* _Task instructions_
Reproduce the entries that follow exactly, dropping each image.

________________________________________

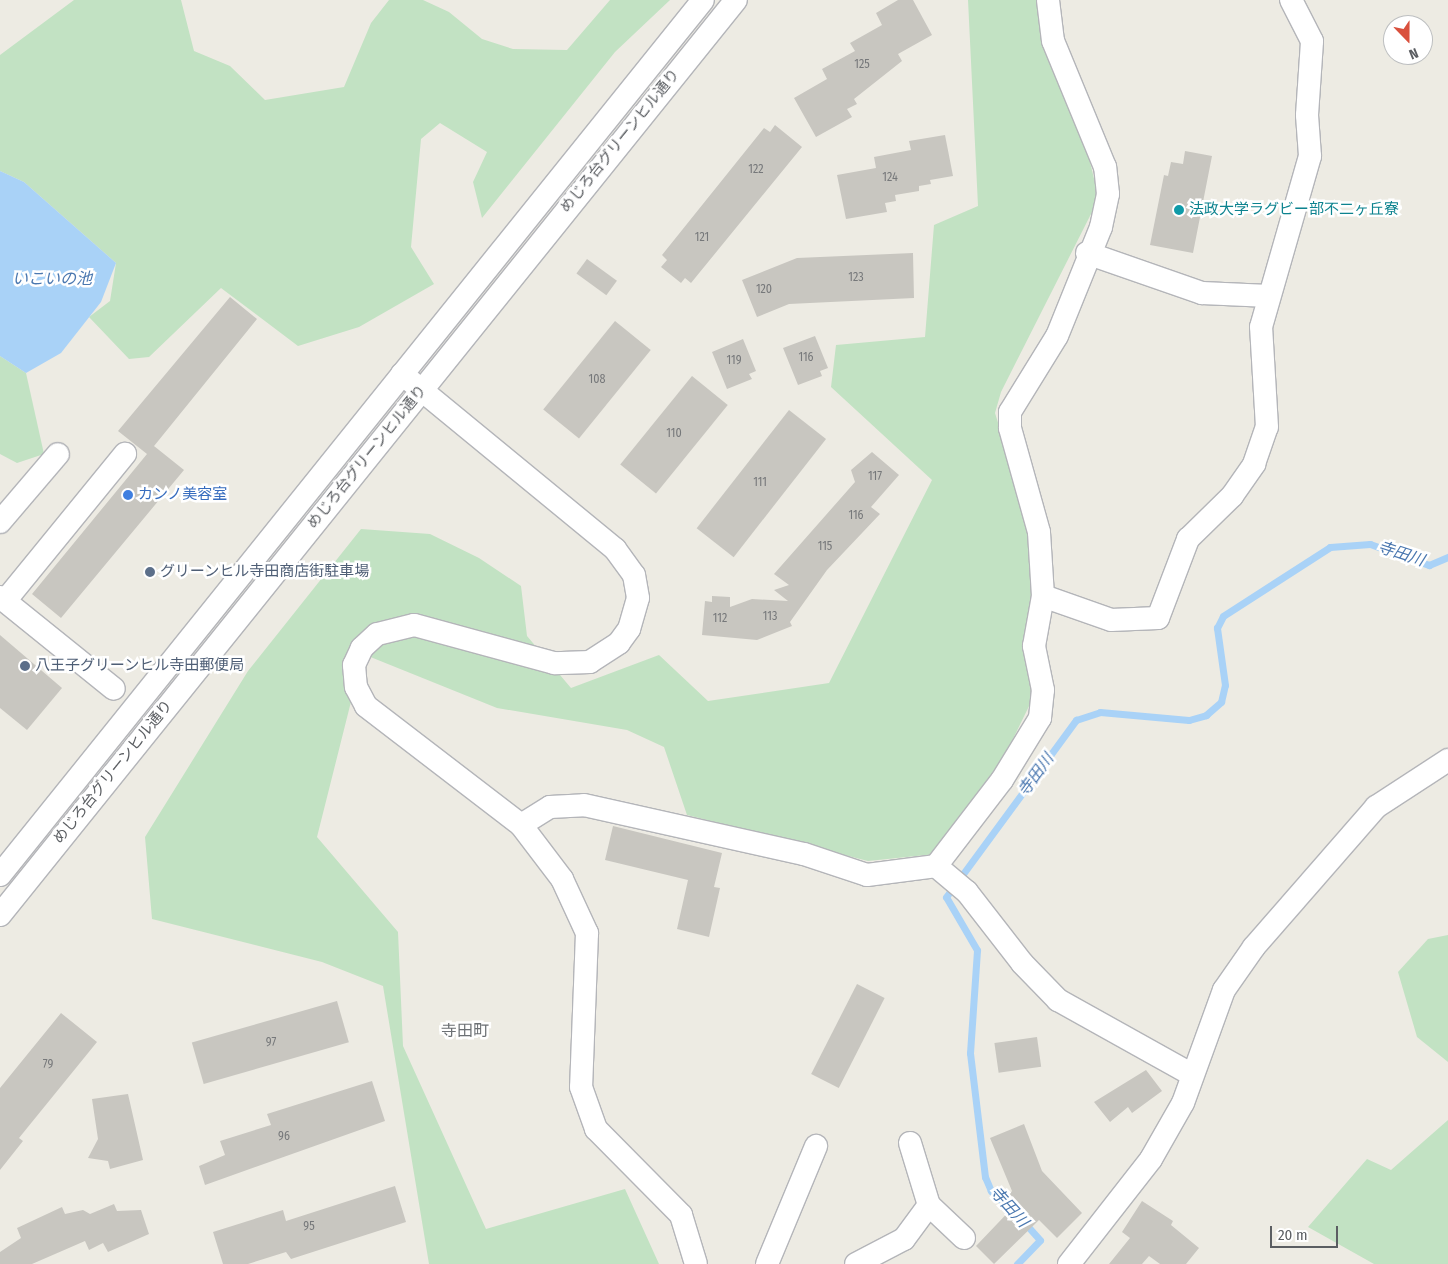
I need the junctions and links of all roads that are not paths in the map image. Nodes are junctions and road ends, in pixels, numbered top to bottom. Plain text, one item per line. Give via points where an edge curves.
1 (703, 0) edge
2 (736, 0) edge
3 (1048, 0) edge
4 (1291, 0) edge
5 (1087, 253) junction
6 (1269, 296) junction
7 (402, 374) junction
8 (419, 392) junction
9 (58, 454) dead end
10 (125, 454) dead end
11 (0, 522) edge
12 (1043, 596) junction
13 (2, 599) edge
14 (114, 689) dead end
15 (1448, 760) edge
16 (521, 825) junction
17 (941, 869) junction
18 (0, 875) edge
19 (0, 915) edge
20 (1191, 1074) junction
21 (910, 1143) dead end
22 (816, 1146) dead end
23 (928, 1205) junction
24 (964, 1238) dead end
25 (696, 1264) edge
26 (767, 1264) edge
27 (856, 1264) edge
28 (1069, 1264) edge

1 - 7 street, めじろ台グリーンヒル通り
2 - 8 street, めじろ台グリーンヒル通り
3 - 5 street via 1053,41 1104,167 1108,194 1101,227
4 - 6 street via 1312,41 1310,156
5 - 6 street via 1202,294
5 - 12 street via 1057,336 1010,412 1010,428 1039,532
6 - 12 street via 1261,327 1267,427 1254,464 1232,496 1188,539 1158,618 1111,620
7 - 8 street
7 - 18 street, めじろ台グリーンヒル通り
8 - 16 street via 615,550 634,576 638,598 629,629 619,643 590,662 554,664 414,625 377,634 362,648 354,665 356,687 366,706
8 - 19 street, めじろ台グリーンヒル通り
9 - 11 street
10 - 13 street
12 - 17 street via 1034,646 1043,690 1040,718
13 - 14 street
15 - 20 street via 1376,807 1254,947 1224,990
16 - 17 street via 550,806 584,805 804,854 867,875
16 - 25 street via 562,879 586,933 581,1087 596,1129 681,1215
17 - 20 street via 967,892 1022,963 1058,1000
20 - 28 street via 1183,1103 1152,1159
21 - 23 street
22 - 26 street
23 - 24 street
23 - 27 street via 904,1239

________________________________________

* _Exercise solution_
I need the junctions and links of all roads that are not paths in the map image. Nodes are junctions and road ends, in pixels, numbered top to bottom. Plain text, one item per line. Give via points where an edge curves.
1 (703, 0) edge
2 (736, 0) edge
3 (1048, 0) edge
4 (1291, 0) edge
5 (1087, 253) junction
6 (1269, 296) junction
7 (402, 374) junction
8 (419, 392) junction
9 (58, 454) dead end
10 (125, 454) dead end
11 (0, 522) edge
12 (1043, 596) junction
13 (2, 599) edge
14 (114, 689) dead end
15 (1448, 760) edge
16 (521, 825) junction
17 (941, 869) junction
18 (0, 875) edge
19 (0, 915) edge
20 (1191, 1074) junction
21 (910, 1143) dead end
22 (816, 1146) dead end
23 (928, 1205) junction
24 (964, 1238) dead end
25 (696, 1264) edge
26 (767, 1264) edge
27 (856, 1264) edge
28 (1069, 1264) edge

1 - 7 street, めじろ台グリーンヒル通り
2 - 8 street, めじろ台グリーンヒル通り
3 - 5 street via 1053,41 1104,167 1108,194 1101,227
4 - 6 street via 1312,41 1310,156
5 - 6 street via 1202,294
5 - 12 street via 1057,336 1010,412 1010,428 1039,532
6 - 12 street via 1261,327 1267,427 1254,464 1232,496 1188,539 1158,618 1111,620
7 - 8 street
7 - 18 street, めじろ台グリーンヒル通り
8 - 16 street via 615,550 634,576 638,598 629,629 619,643 590,662 554,664 414,625 377,634 362,648 354,665 356,687 366,706
8 - 19 street, めじろ台グリーンヒル通り
9 - 11 street
10 - 13 street
12 - 17 street via 1034,646 1043,690 1040,718
13 - 14 street
15 - 20 street via 1376,807 1254,947 1224,990
16 - 17 street via 550,806 584,805 804,854 867,875
16 - 25 street via 562,879 586,933 581,1087 596,1129 681,1215
17 - 20 street via 967,892 1022,963 1058,1000
20 - 28 street via 1183,1103 1152,1159
21 - 23 street
22 - 26 street
23 - 24 street
23 - 27 street via 904,1239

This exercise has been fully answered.